Forming the equations and equaling them to zero
- X'' + λ ^ 2 X = 0
- T'+ 0,16λ ^ 2 T = 0
Note: Applying the same resolution as the previous exercise we have:
X (x) = C1 cos 〖λx + C2 sinλx〗
T (t) = e ^ (- kλ ^ 2 t)
Evaluating the condition U (0, t) = 0, where X (0) = 0
C1 cos 〖λ (0) + C2 sinλ (0)〗 = 0
C1 = 0
Note: If C1 = 0, then C2 ≠ 0 to not have a trivial solution
C2 sinλx = 0
is replaced λ = nπ / L, by definition in the equations
X (x) = C2 sin 〖nπx / L〗
T (t) = e ^ (- 〖k (nπ / L)〗 ^ 2 t)
Note: Since the sine is an odd function corresponds a bn
b_n = 1 / L ∫ _ (- L) ^ L▒ 〖f (x) ∙〗 sin (nπ) dx
simplifying to facilitate its resolution, we have:
b_n = 2 / L ∫0 ^ L▒ 〖sin 〖nπx / L〗 dx〗
U (x, t) = Σ (n = 1) ^ ∞▒ 〖(2 / L ∫_0 ^ L▒ 〖sin 〖nπx / L〗 dx〗) ∙〗 sin 〖nπx / L〗 ∙ e ^ (- 〖k (nπ / L)〗 ^ 2 t)
3.- Rope
Solve the wave equation, subject to the conditions cited in the problem:
Y (0, t) = 0; Y (x, 0) = 0; Y_t (x, 0) = 1
Wave equation
(∂ ^ 2 Y) / (∂t ^ 2) = a ^ 2 (∂ ^ 2 Y) / (∂x ^ 2)
Main equation of the problem
U (x, t) = X (x) ∙ T (t)
Terms
Y (0, t) = 0
Y (x, 0) = 0
Y_t (x, 0) = 1
Deriving the problem equation
- X'' + λ ^ 2 X = 0
- T'' + a ^ 2 λ ^ 2 T = 0
Note: Because the equations are of the 2nd order, and because they have imaginary roots, then the solutions X (x) and T (t), will have the following form:
X (x) = C1 cos 〖λx + C2 sinλx〗
T (t) = C3 cos 〖aλt + C4 sinaλt〗
Evaluating the condition Y (0, t) = 0, where X (0) = 0
C1 cos 〖λ (0) + C2 sinλ (0)〗 = 0
C1 = 0
Note: If C1 = 0, then C2 ≠ 0 to not have a trivial solution
C2 sinλx = 0
is replaced λ = nπ / L, by definition in the equations
X (x) = C2 sin 〖nπx / L〗
Note: Since the sine is an odd function it will have coefficients bn in the series
T (t) = C3 cos 〖anπt / L + C4 sin 〖anπt / L〗〗
Y (x, t) = C2 sin 〖nπx / L〗 (C3 cos 〖anπt / L + C4 sin 〖anπt / L〗〗)

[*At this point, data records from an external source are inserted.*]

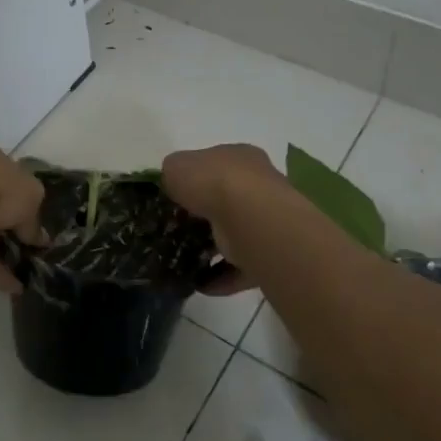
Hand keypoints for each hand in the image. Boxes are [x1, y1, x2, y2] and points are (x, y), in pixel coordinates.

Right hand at [161, 144, 287, 295]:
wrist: (250, 219)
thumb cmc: (213, 182)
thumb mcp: (177, 166)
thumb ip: (172, 172)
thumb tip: (172, 182)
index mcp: (240, 157)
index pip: (216, 165)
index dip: (194, 179)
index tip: (174, 197)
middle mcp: (259, 185)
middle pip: (227, 200)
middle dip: (204, 215)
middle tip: (177, 229)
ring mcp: (266, 220)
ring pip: (235, 234)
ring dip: (213, 247)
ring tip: (184, 259)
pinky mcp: (268, 253)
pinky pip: (240, 267)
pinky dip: (221, 276)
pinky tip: (199, 283)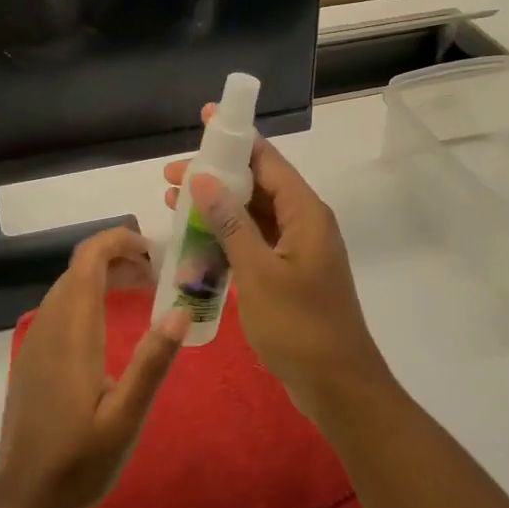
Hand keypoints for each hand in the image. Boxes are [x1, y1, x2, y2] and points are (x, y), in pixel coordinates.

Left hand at [0, 227, 187, 507]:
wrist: (25, 498)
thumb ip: (152, 362)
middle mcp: (49, 325)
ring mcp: (36, 341)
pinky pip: (60, 308)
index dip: (118, 240)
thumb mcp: (126, 416)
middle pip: (79, 268)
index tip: (154, 250)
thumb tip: (181, 310)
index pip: (88, 259)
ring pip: (68, 287)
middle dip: (118, 257)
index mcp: (72, 331)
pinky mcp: (32, 358)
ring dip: (103, 276)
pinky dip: (88, 297)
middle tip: (159, 274)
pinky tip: (110, 324)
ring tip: (142, 290)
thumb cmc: (81, 460)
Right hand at [163, 108, 393, 423]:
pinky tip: (194, 245)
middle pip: (257, 185)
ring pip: (253, 216)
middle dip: (215, 177)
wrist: (338, 386)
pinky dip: (227, 240)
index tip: (204, 121)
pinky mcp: (290, 274)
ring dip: (216, 210)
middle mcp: (305, 222)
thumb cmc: (299, 326)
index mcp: (306, 212)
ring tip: (172, 205)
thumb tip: (202, 177)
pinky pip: (255, 244)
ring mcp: (298, 250)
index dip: (235, 138)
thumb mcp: (258, 272)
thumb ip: (230, 222)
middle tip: (170, 178)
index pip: (268, 160)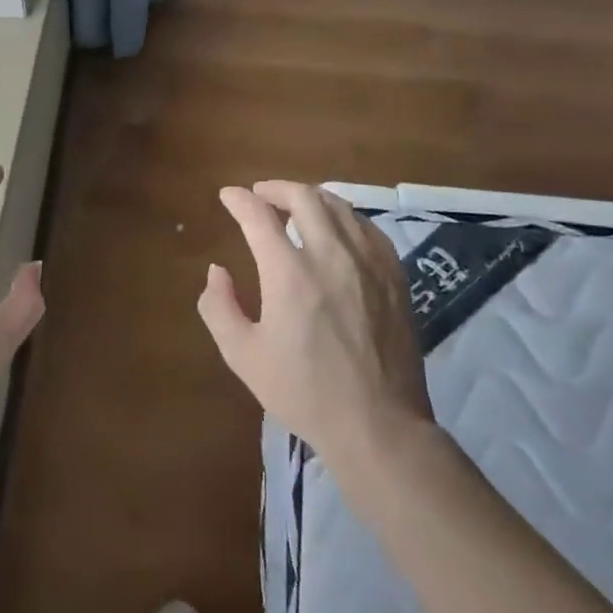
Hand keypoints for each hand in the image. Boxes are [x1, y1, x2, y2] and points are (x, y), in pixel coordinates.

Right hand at [198, 181, 433, 469]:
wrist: (378, 424)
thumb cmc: (303, 392)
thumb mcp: (243, 355)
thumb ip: (218, 307)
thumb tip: (217, 271)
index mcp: (289, 273)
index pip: (259, 216)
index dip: (239, 200)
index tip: (228, 196)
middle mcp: (330, 255)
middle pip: (304, 198)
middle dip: (276, 188)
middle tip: (261, 194)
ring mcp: (369, 262)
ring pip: (339, 206)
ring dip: (311, 198)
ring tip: (296, 205)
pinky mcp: (395, 276)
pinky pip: (368, 228)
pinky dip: (344, 217)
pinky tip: (338, 229)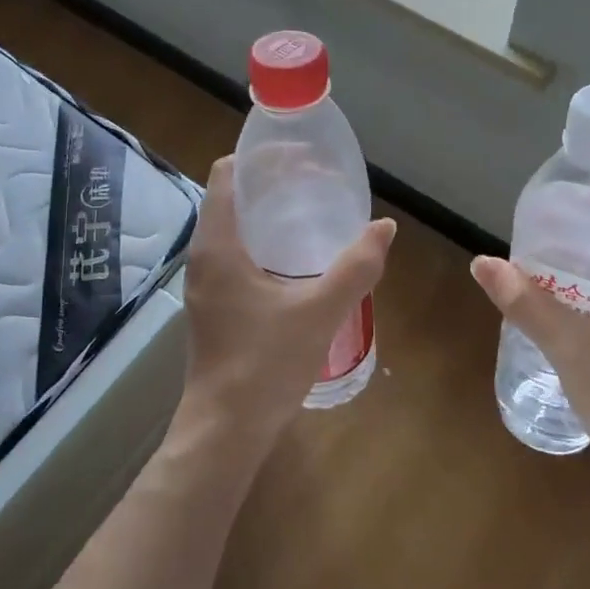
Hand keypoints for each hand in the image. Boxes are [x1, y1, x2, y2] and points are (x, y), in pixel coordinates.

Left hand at [173, 157, 395, 461]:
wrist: (225, 431)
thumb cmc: (265, 365)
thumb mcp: (319, 311)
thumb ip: (355, 267)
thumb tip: (384, 227)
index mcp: (218, 245)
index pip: (228, 174)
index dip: (263, 157)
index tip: (304, 158)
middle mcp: (204, 256)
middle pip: (233, 197)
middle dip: (274, 183)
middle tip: (319, 183)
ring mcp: (207, 283)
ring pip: (235, 228)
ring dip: (270, 215)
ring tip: (315, 214)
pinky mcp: (215, 306)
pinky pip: (238, 255)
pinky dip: (266, 243)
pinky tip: (300, 261)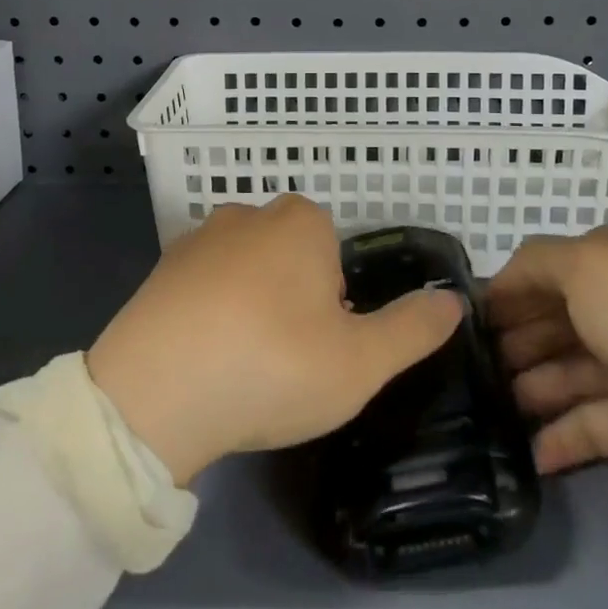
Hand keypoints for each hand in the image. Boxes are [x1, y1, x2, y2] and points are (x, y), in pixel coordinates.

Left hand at [87, 196, 463, 485]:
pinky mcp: (159, 270)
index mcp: (301, 222)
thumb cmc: (271, 366)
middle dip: (295, 300)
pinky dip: (209, 316)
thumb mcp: (361, 361)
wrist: (153, 394)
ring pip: (246, 272)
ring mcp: (198, 239)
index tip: (321, 345)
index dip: (335, 302)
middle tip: (287, 359)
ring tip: (243, 365)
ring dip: (251, 309)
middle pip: (291, 258)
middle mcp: (248, 214)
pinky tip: (202, 360)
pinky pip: (203, 289)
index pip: (335, 253)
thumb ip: (413, 329)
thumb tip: (454, 300)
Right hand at [486, 225, 607, 554]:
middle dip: (507, 342)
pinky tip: (525, 452)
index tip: (459, 321)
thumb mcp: (589, 266)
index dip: (501, 292)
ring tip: (484, 411)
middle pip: (547, 322)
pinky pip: (587, 427)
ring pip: (561, 374)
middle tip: (462, 370)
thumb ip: (534, 265)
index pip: (540, 270)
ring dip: (525, 389)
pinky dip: (557, 437)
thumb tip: (500, 283)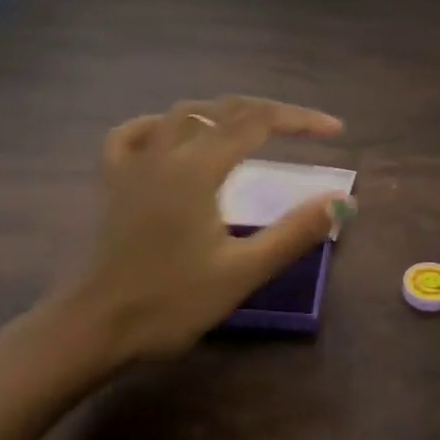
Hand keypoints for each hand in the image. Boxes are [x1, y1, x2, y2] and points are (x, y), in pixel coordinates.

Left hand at [28, 96, 349, 372]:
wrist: (96, 329)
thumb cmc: (171, 303)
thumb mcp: (243, 272)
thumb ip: (295, 232)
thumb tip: (343, 200)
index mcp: (199, 169)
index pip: (258, 122)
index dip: (300, 119)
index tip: (334, 129)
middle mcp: (166, 152)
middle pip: (224, 110)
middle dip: (269, 111)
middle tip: (303, 127)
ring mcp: (134, 164)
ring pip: (182, 114)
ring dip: (223, 112)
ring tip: (251, 125)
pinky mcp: (112, 181)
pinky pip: (133, 133)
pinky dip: (159, 124)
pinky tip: (171, 133)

the condition Y (x, 0) = 0 is evaluated
Y (x, 0) = C2 sin 〖nπx / L〗 (C3 cos 〖anπ / L or + C4 sin 〖anπ / L or〗〗)
b_n1 = sin 〖nπx / L〗 = 0⟹b_n1 = 0
so:
Y (x, t) = (b_n2 sin 〖anπt / L〗) 〖∙ sin〗 〖nπx / L〗
deriving Y (x, t):
Y_t' (x, t) = (anπ / L b_n2 cos 〖anπt / L〗) 〖∙ sin〗 〖nπx / L〗
the condition Y_t (x, 0) = 1 is evaluated
(anπt / L b_n2 sin 〖anπt / L〗) 〖∙ sin〗 〖nπx / L〗 = 1
F (x) = anπ / L b_n2 〖∙ sin〗 〖nπx / L〗 = 1
bn2 = bn because I consider it to be a function of the sine
b_n=2/L ∫0^L▒〖sin〖nπx/L〗 dx〗=2a/L (1-cosnπ )
Y(x,t)=∑(n=1)^∞▒〖(2a/L (1-cosnπ ))∙〗 sin〖anπt/L〗∙sin〖nπx/L〗
Bibliography
- M. F. Atiyah, R. Bott, L. Garding, "Lacunas for hyperbolic differential operators with constant coefficients I", Acta Math., 124 (1970), 109-189.
- M.F. Atiyah, R. Bott, and L. Garding, "Lacunas for hyperbolic differential operators with constant coefficients II", Acta Math., 131 (1973), 145-206.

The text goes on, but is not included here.